By Kyle Crow
Daddy to Emerson
Congenital Heart Defect / Ventricular Septal Defect (VSD)
Born July 2022
Toward the end of my wife’s pregnancy, we went in for an ECV procedure. Our unborn daughter, Emerson, was breech and this procedure was an attempt to flip her since her due date was only three weeks away. During the procedure Emerson’s heart rate majorly dropped several times. This caused the doctor to stop the procedure and do an emergency C-section right there. So, Emerson was born 3 weeks sooner than expected.
A day after she was born, while still in the hospital, Emerson was diagnosed with Ventricular Septal Defect (VSD), which meant she was born with a large hole in her heart, explaining the drops in her heart rate during the ECV procedure. Basically, between the four chambers of your heart there is a small membrane like tissue that divides all the blood. So, when the heart pumps it pumps the blood to different parts of the body. Since she had a hole, the blood was mixing together and causing issues. It caused fluid around her heart and lungs, which by definition is heart failure. We were told there was a chance the hole could close on its own, but also she might need surgery to repair it.
When I was born, I had a hole in my heart also. However, after just six months it healed on its own. So, when the doctor first told us we were optimistic Emerson’s heart would do the same.
AS first-time parents, when you hear the doctor tell you that your newborn is in heart failure, your heart just sinks. Since her heart was working so hard, she struggled with breathing and eating. To help, they inserted a feeding tube that went to her stomach. This was the only way we could feed her for several months. We knew we had a long road ahead and with all the issues she started having, we know it was going to be a challenge and surgery was likely the only real remedy.
We hoped we could wait for surgery as long as possible. This would give the surgeons the best chance for a successful surgery. The bigger she was the more room they had to operate and less room for error. During the wait for surgery our dream was for our daughter to not have any limitations. We wanted her to be able to do tummy time and develop like every other child. We wanted her to be a normal little girl and to watch her grow up. We did everything we could night and day to give our little girl comfort until she was healed.
Unfortunately, Emerson’s condition progressively got worse. Emerson was in the hospital for the better part of her first five months. She was admitted to our local hospital about four times, rode in an ambulance twice, and had a couple trips to the E.R. At about four months old, we finally reached a point where we could not wait any longer; it was time to go to St. Louis for her surgery.

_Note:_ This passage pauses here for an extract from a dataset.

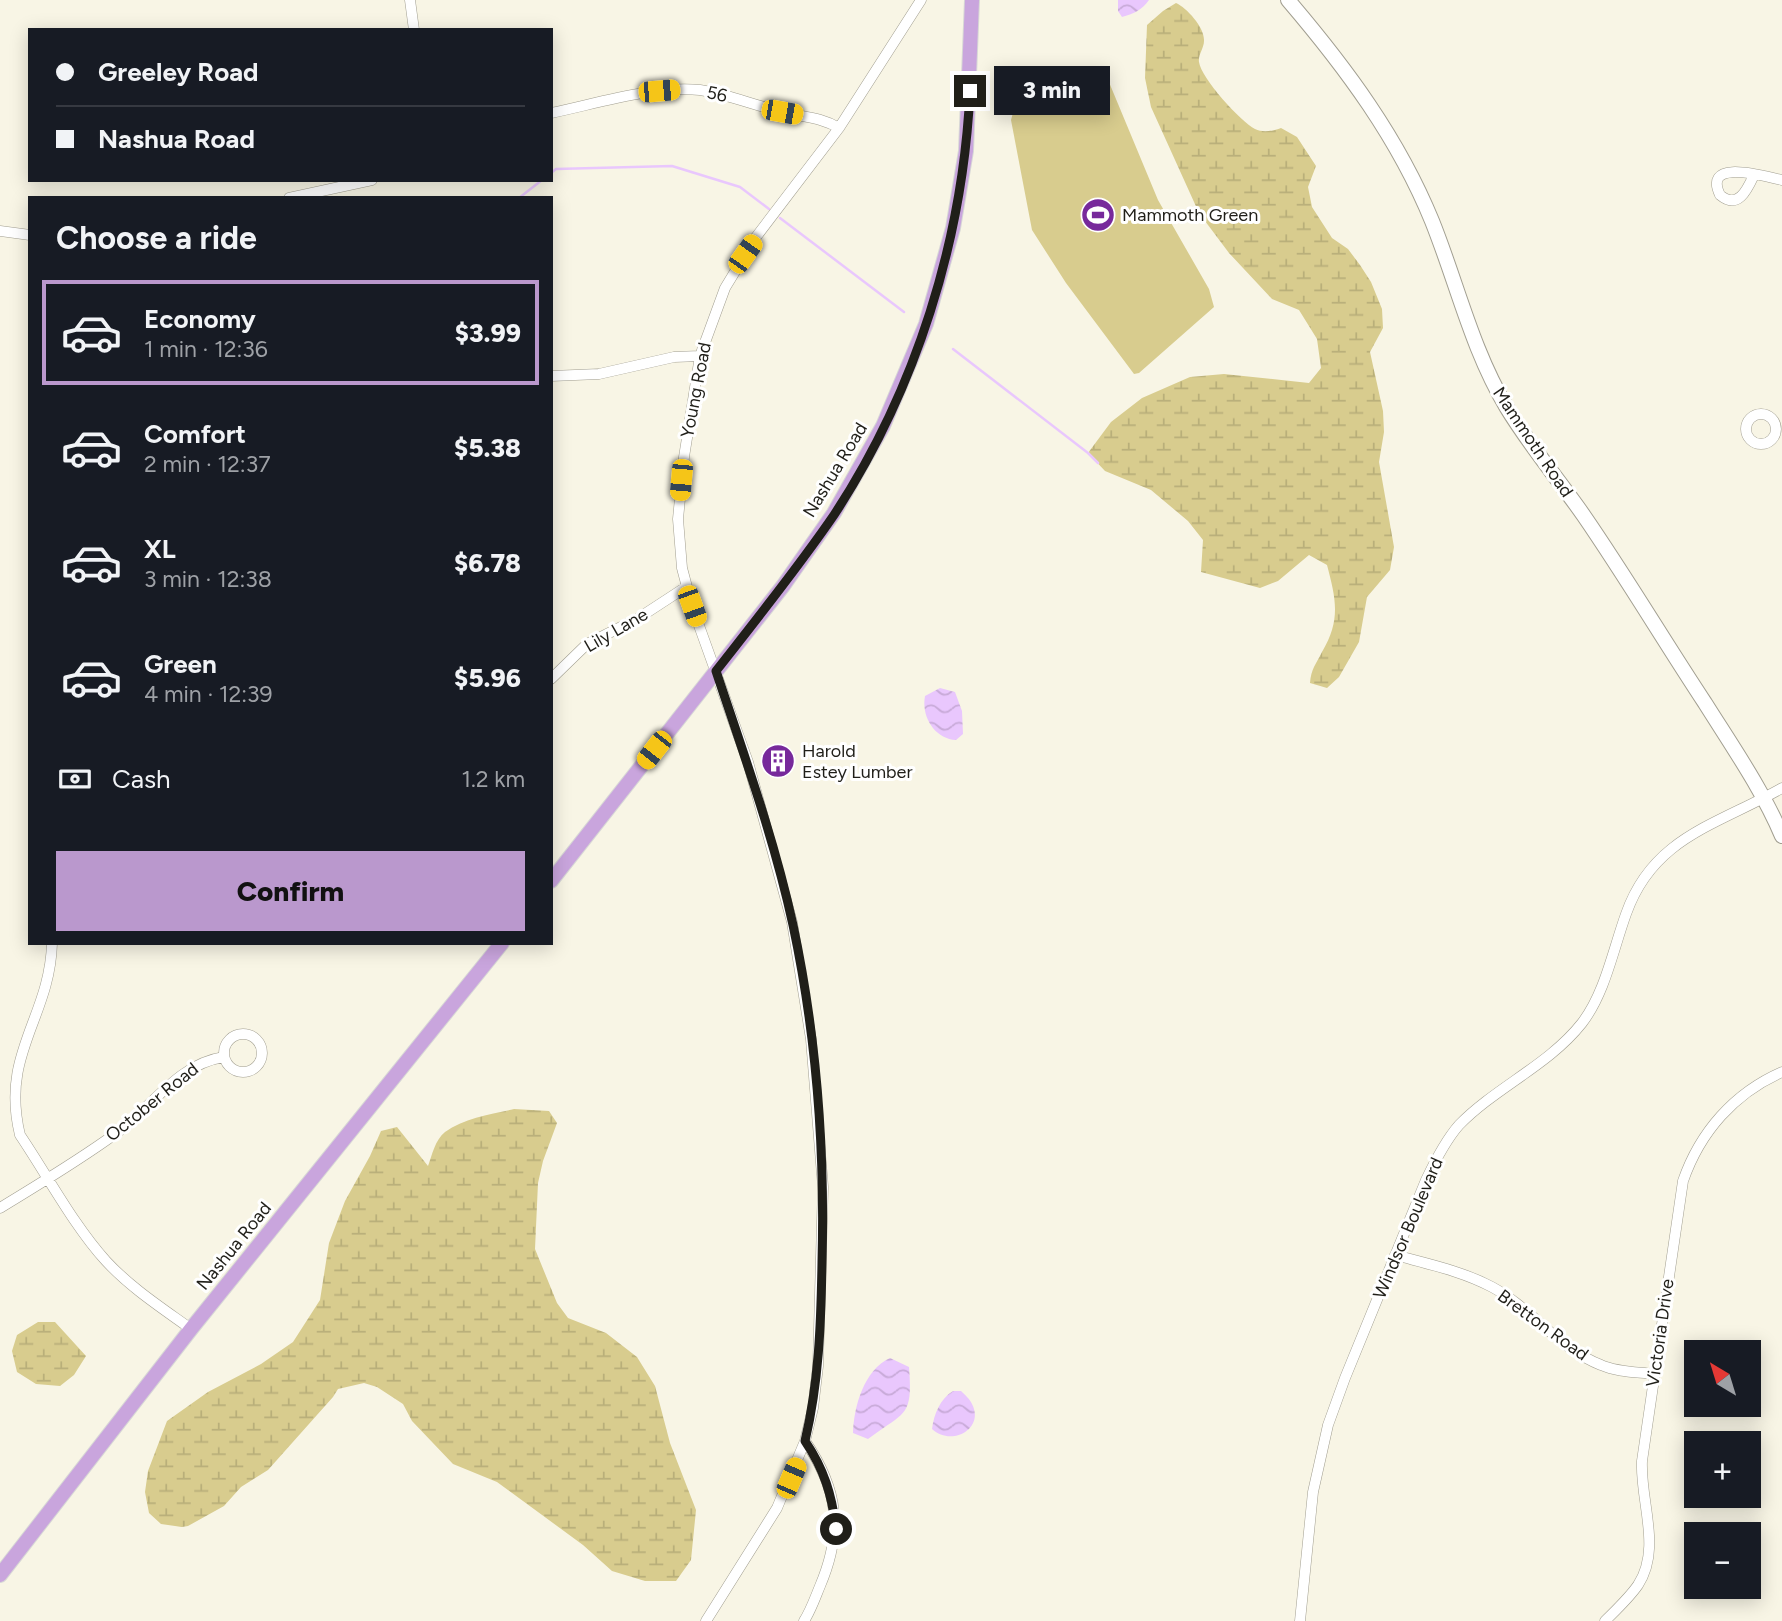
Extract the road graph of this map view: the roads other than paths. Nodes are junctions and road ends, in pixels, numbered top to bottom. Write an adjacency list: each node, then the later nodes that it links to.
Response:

As a first-time parent, you can’t wait to do everything with your child. Unfortunately, we were in the hospital for a lot of Emerson’s firsts. Her first Thanksgiving was in the hospital. We were not able to take her to a pumpkin patch or all the things you thought you would be able to do. But a couple days before we left the hospital, Santa came to visit Emerson. It was her first major milestone experience and On Angels’ Wings was there to capture those special moments. We could not be any more grateful for them.
Everything changed once she had surgery at St. Louis Children’s hospital, which successfully repaired the hole in her heart! Although not immediate, all the struggles with breathing, eating, sleeping, medicines, etc., eventually subsided completely!
Shortly after getting home from the hospital Emerson was finally able to do tummy time and start taking a bottle like every other baby her age. Due to her not being able to do some of these things at birth she was developmentally delayed. Emerson started an early intervention program to help with bottle feeding, motor skills and crawling/walking. She had to relearn how to take a bottle. At just over a year old she was eating table foods, playing with other kids normally and mobile but still working on walking.
Now everything is great. After surgery, she was like a brand new baby. Emerson is now 2 years old. In this last year, she has completed physical therapy as well as started and completed speech therapy. She has made so much progress. She is completely done with everything and just acting like a normal toddler. She currently goes to her cardiologist appointment once a year. Everything has come full circle and we are so proud.
We cannot wait to watch our little girl grow up and see what she becomes. We are so thankful for all the doctors, surgeons, nurses, and therapists for all they have done. Without everything they have done for us we would still be struggling. In the future we will consistently see her cardiologist, but we are hoping there are no further setbacks.
We highly recommend On Angels’ Wings to families who have a medically fragile child. They are always there for you and there to help. They recognize what parents and families are going through. They understand the struggle and just want to be there for the children. Especially when they are stuck in the hospital and are going to miss major events like birthdays and holidays. Thank you OAW!